Segment Start: Entries shown
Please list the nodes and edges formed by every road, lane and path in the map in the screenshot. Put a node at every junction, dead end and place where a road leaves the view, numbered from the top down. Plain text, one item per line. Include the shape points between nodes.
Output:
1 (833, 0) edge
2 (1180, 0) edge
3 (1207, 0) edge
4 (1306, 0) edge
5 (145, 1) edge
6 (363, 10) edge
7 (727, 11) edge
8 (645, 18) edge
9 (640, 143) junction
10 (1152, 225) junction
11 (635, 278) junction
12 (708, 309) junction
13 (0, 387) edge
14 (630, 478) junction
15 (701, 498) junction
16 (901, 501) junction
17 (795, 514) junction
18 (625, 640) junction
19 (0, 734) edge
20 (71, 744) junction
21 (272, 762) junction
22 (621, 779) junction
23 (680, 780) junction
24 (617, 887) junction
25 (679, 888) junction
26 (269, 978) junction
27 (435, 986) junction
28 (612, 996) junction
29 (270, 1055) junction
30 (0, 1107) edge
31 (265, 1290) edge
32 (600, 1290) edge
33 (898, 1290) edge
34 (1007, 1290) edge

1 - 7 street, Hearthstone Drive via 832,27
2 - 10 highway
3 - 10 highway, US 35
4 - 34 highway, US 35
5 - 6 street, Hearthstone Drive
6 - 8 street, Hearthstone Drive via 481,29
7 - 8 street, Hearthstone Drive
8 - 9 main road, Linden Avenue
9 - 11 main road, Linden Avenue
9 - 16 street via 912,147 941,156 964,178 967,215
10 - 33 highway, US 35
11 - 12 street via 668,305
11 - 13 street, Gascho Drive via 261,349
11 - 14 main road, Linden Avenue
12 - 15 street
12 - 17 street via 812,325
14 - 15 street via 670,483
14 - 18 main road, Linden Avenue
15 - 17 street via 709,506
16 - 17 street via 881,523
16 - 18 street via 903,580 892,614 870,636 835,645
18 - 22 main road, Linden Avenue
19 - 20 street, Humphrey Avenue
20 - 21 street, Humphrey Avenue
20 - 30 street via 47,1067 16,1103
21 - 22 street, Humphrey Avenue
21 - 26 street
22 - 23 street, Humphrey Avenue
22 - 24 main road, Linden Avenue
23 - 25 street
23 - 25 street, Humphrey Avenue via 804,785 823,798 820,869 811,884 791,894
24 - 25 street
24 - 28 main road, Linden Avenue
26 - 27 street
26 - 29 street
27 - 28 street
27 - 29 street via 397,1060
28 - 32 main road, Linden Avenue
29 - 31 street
Segment End: Entries shown
All of the data must be returned exactly.

Please list the nodes and edges formed by every road, lane and path in the map in the screenshot. Put a node at every junction, dead end and place where a road leaves the view, numbered from the top down. Plain text, one item per line. Include the shape points between nodes.
Output:
1 (833, 0) edge
2 (1180, 0) edge
3 (1207, 0) edge
4 (1306, 0) edge
5 (145, 1) edge
6 (363, 10) edge
7 (727, 11) edge
8 (645, 18) edge
9 (640, 143) junction
10 (1152, 225) junction
11 (635, 278) junction
12 (708, 309) junction
13 (0, 387) edge
14 (630, 478) junction
15 (701, 498) junction
16 (901, 501) junction
17 (795, 514) junction
18 (625, 640) junction
19 (0, 734) edge
20 (71, 744) junction
21 (272, 762) junction
22 (621, 779) junction
23 (680, 780) junction
24 (617, 887) junction
25 (679, 888) junction
26 (269, 978) junction
27 (435, 986) junction
28 (612, 996) junction
29 (270, 1055) junction
30 (0, 1107) edge
31 (265, 1290) edge
32 (600, 1290) edge
33 (898, 1290) edge
34 (1007, 1290) edge

1 - 7 street, Hearthstone Drive via 832,27
2 - 10 highway
3 - 10 highway, US 35
4 - 34 highway, US 35
5 - 6 street, Hearthstone Drive
6 - 8 street, Hearthstone Drive via 481,29
7 - 8 street, Hearthstone Drive
8 - 9 main road, Linden Avenue
9 - 11 main road, Linden Avenue
9 - 16 street via 912,147 941,156 964,178 967,215
10 - 33 highway, US 35
11 - 12 street via 668,305
11 - 13 street, Gascho Drive via 261,349
11 - 14 main road, Linden Avenue
12 - 15 street
12 - 17 street via 812,325
14 - 15 street via 670,483
14 - 18 main road, Linden Avenue
15 - 17 street via 709,506
16 - 17 street via 881,523
16 - 18 street via 903,580 892,614 870,636 835,645
18 - 22 main road, Linden Avenue
19 - 20 street, Humphrey Avenue
20 - 21 street, Humphrey Avenue
20 - 30 street via 47,1067 16,1103
21 - 22 street, Humphrey Avenue
21 - 26 street
22 - 23 street, Humphrey Avenue
22 - 24 main road, Linden Avenue
23 - 25 street
23 - 25 street, Humphrey Avenue via 804,785 823,798 820,869 811,884 791,894
24 - 25 street
24 - 28 main road, Linden Avenue
26 - 27 street
26 - 29 street
27 - 28 street
27 - 29 street via 397,1060
28 - 32 main road, Linden Avenue
29 - 31 street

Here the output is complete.